Now that you know what they are and whence they cometh from (I am into Shakespeare these days),you might as well know how to make them.

Mangalore Buns…

Maida or Regular flour 2 cups

1 overripe Banana

1/2 buttermilk or (yogurt + water beaten together)

3 tbsp sugar

1/4 tsp black pepper

1/8 tsp Baking soda

salt

Oil + ghee for deep frying

Peel the banana and mash them with a fork in a large vessel.Add the buttermilk. If you are using yogurt, beat it and dilute with enough water to make 1/2 a cup.Add in the sugar,salt, pepper and baking soda. Mix together. Add the flour and keep forking it till it all comes together and forms a dough. You might have to add more flour or water depending upon the consistency of the buttermilk you are using. If its thick, may require extra water or if its too watery, may require more flour. Knead for a minute or so (isn't that great?). Apply a tbsp of oil all over the dough,cover and keep in a cool place (I keep it in my non-hot oven) for at least 4 hours.

Heat oil, add 2 tbsp of ghee to it. You don't want to fry this in just oil, they wont taste as good.Shape ball sized dough pieces into round shapes about 3-4 inches in diameter and a little thicker than a poori.Use extra flour to help roll them. Sprinkle some on the counter and rub some on the rolling pin.

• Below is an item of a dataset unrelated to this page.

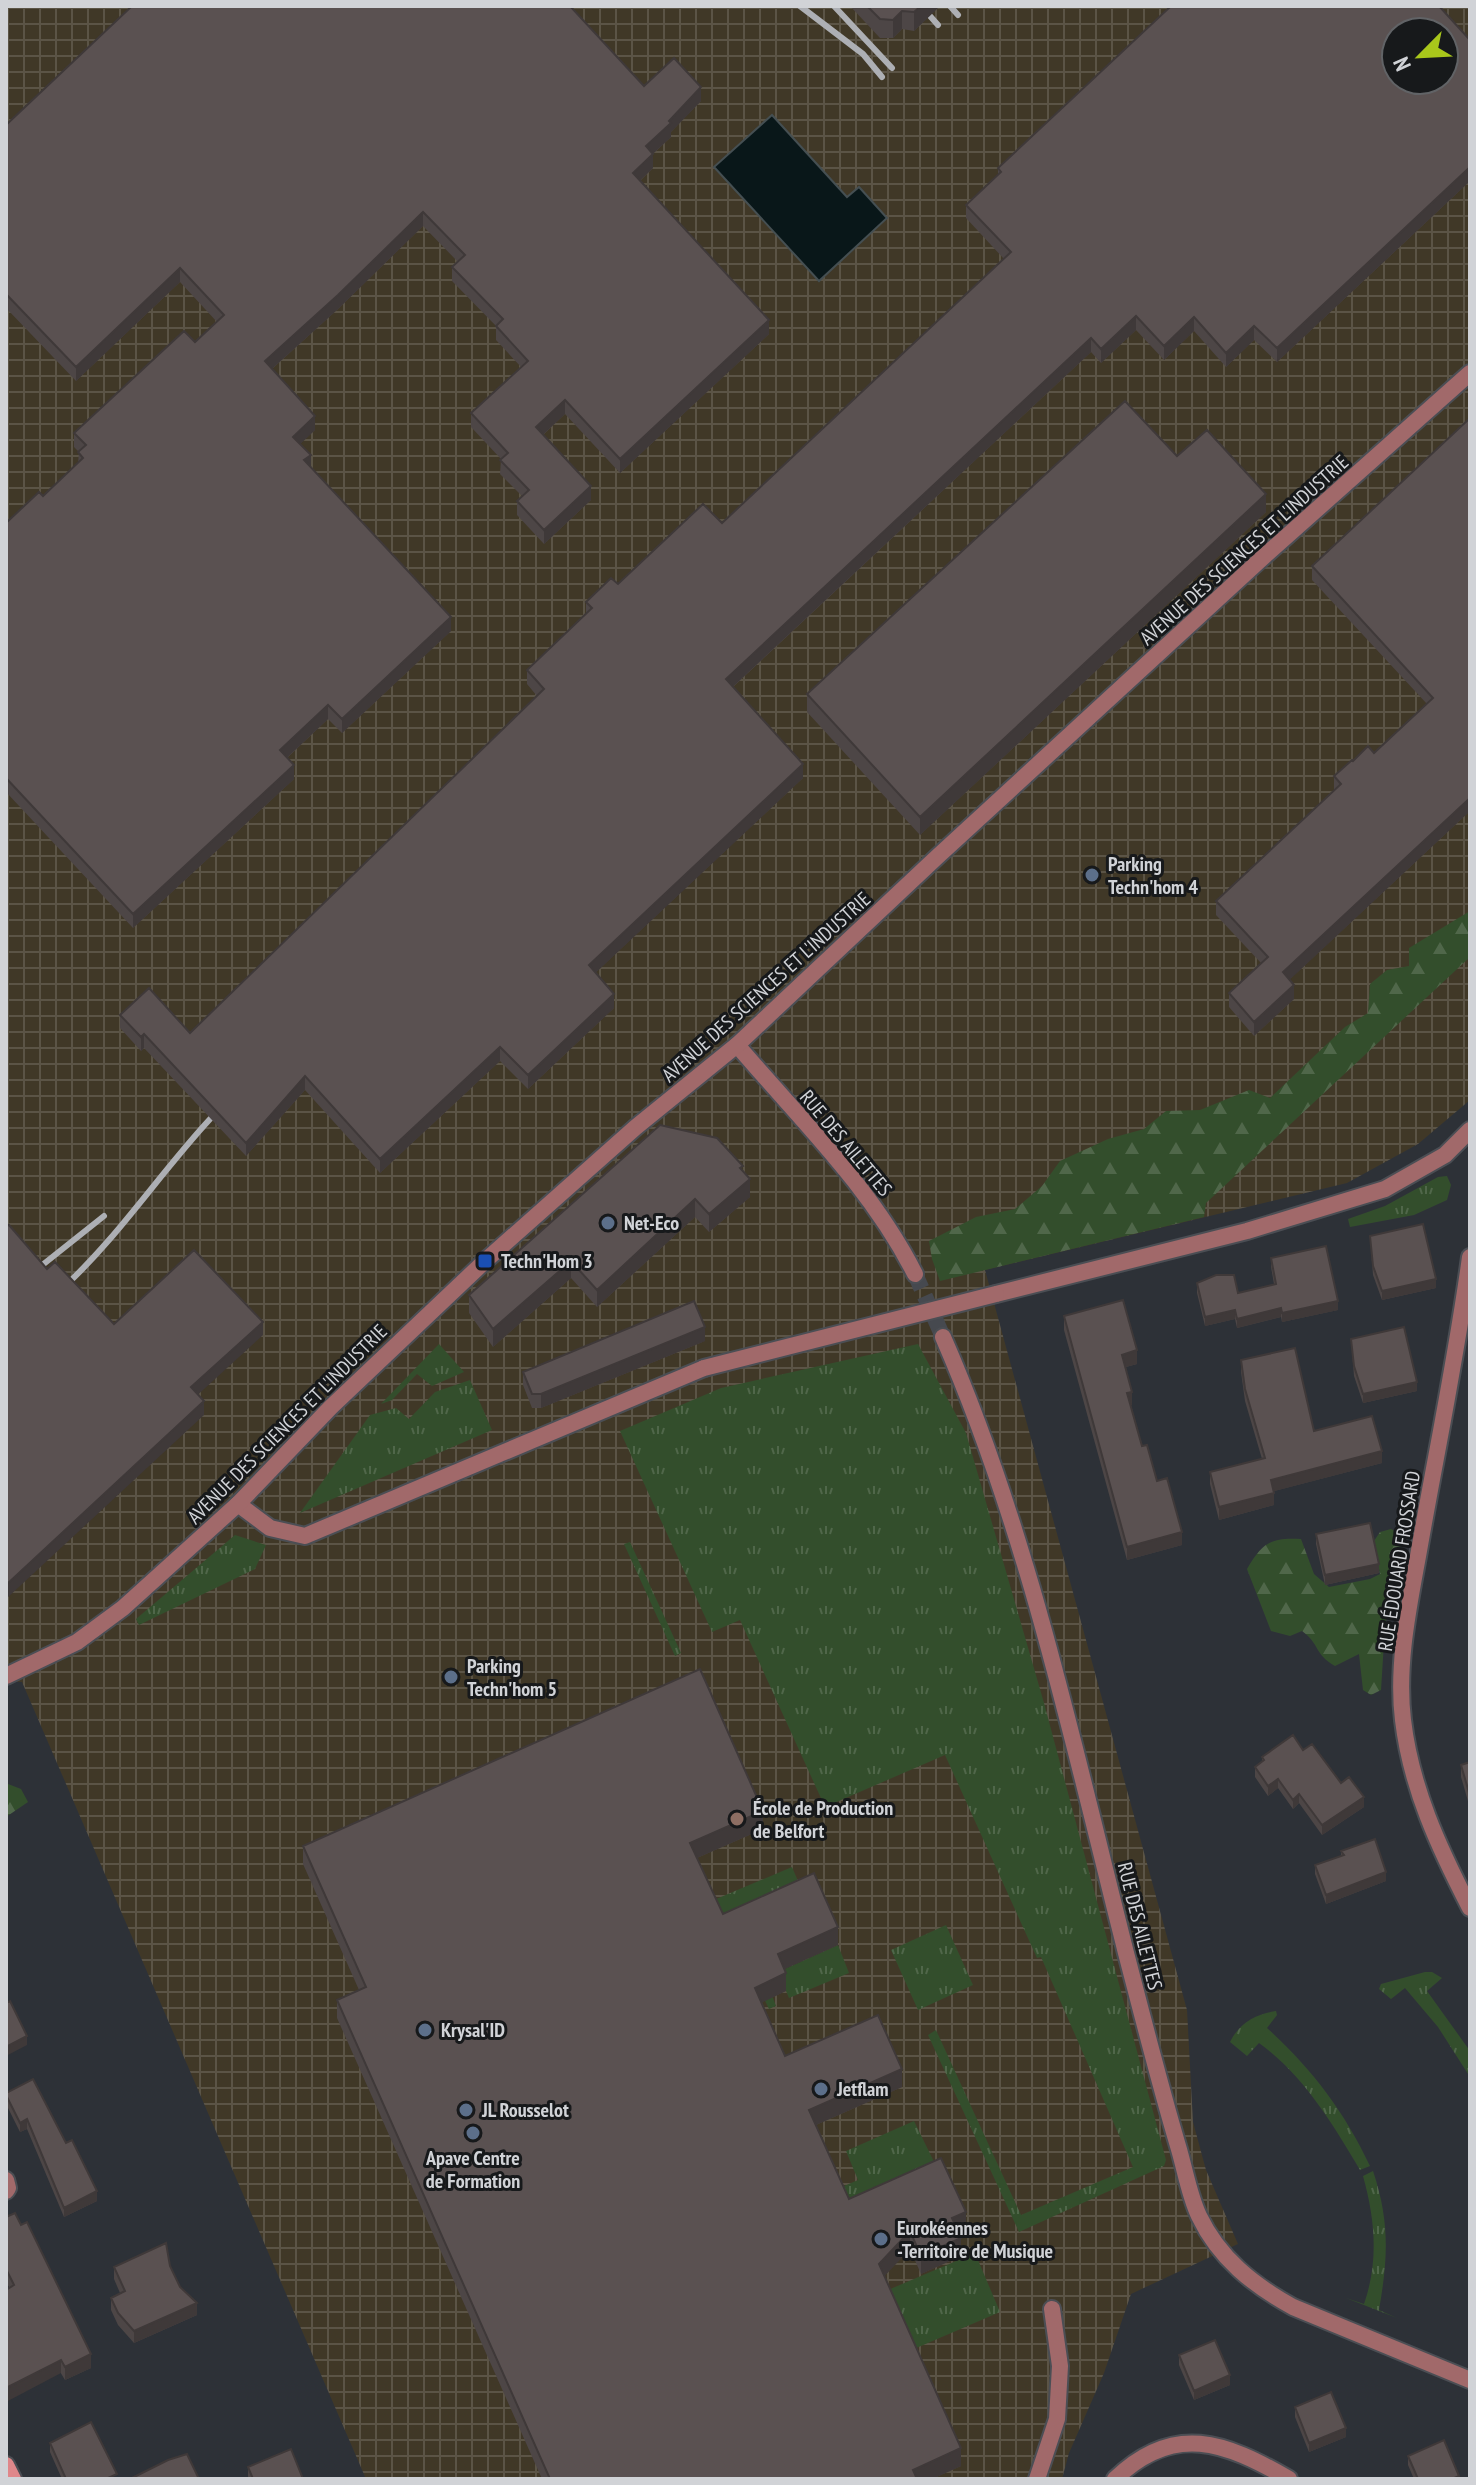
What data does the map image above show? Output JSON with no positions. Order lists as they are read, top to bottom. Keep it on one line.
{"streets":{"street":["AVENUE DES SCIENCES ET L'INDUSTRIE","RUE DES AILETTES","RUE ÉDOUARD FROSSARD"]},"crossings":[["AVENUE DES SCIENCES ET L'INDUSTRIE","RUE DES AILETTES"]],"places":{"other":["Parking Techn'hom 4","Net-Eco","Parking Techn'hom 5","École de Production de Belfort","Krysal'ID","Jetflam","JL Rousselot","Apave Centre de Formation","Eurokéennes -Territoire de Musique"],"transit":["Techn'Hom 3"]},"north":"bottom left"}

Use sparingly or you will be left with a gross black sediment in your oil rendering it un-reusable.Been there , done that.You might also want to roll and fry one at a time instead of roll all pooris and then deep fry. This being a maida dough, you will be left with a 2 inch diameter thick rolled poori. Not good.

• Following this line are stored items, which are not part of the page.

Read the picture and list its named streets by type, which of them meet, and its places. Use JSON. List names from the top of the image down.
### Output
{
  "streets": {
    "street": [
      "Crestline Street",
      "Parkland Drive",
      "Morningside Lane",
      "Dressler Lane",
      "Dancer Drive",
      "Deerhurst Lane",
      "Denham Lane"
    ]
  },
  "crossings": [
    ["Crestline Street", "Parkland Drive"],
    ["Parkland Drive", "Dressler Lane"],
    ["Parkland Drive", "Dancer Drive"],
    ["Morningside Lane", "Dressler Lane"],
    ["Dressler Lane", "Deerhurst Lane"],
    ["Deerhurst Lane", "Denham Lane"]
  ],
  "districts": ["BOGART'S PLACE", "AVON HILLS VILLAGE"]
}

Deep fry on medium heat. As soon as you put the dough in oil,keep poking at it with the slotted spoon and pressing it into the oil till it puffs up. At this point, I would like to say that the oil is HOT, be careful and please don't sue me if you meet with an accident. You deep fry at your own risk!! :) . Now that you have read the disclaimer, we can move ahead. Once it puffs up, turn over and let the other side fry up. Remove from oil and drain on paper towels. They are not going to be as crispy as a poori would be , they are not supposed to be.When you bite into them, they are going to be crispy and spongy all at the same time.If they are,you have just made a perfect Mangalore Bun!!!.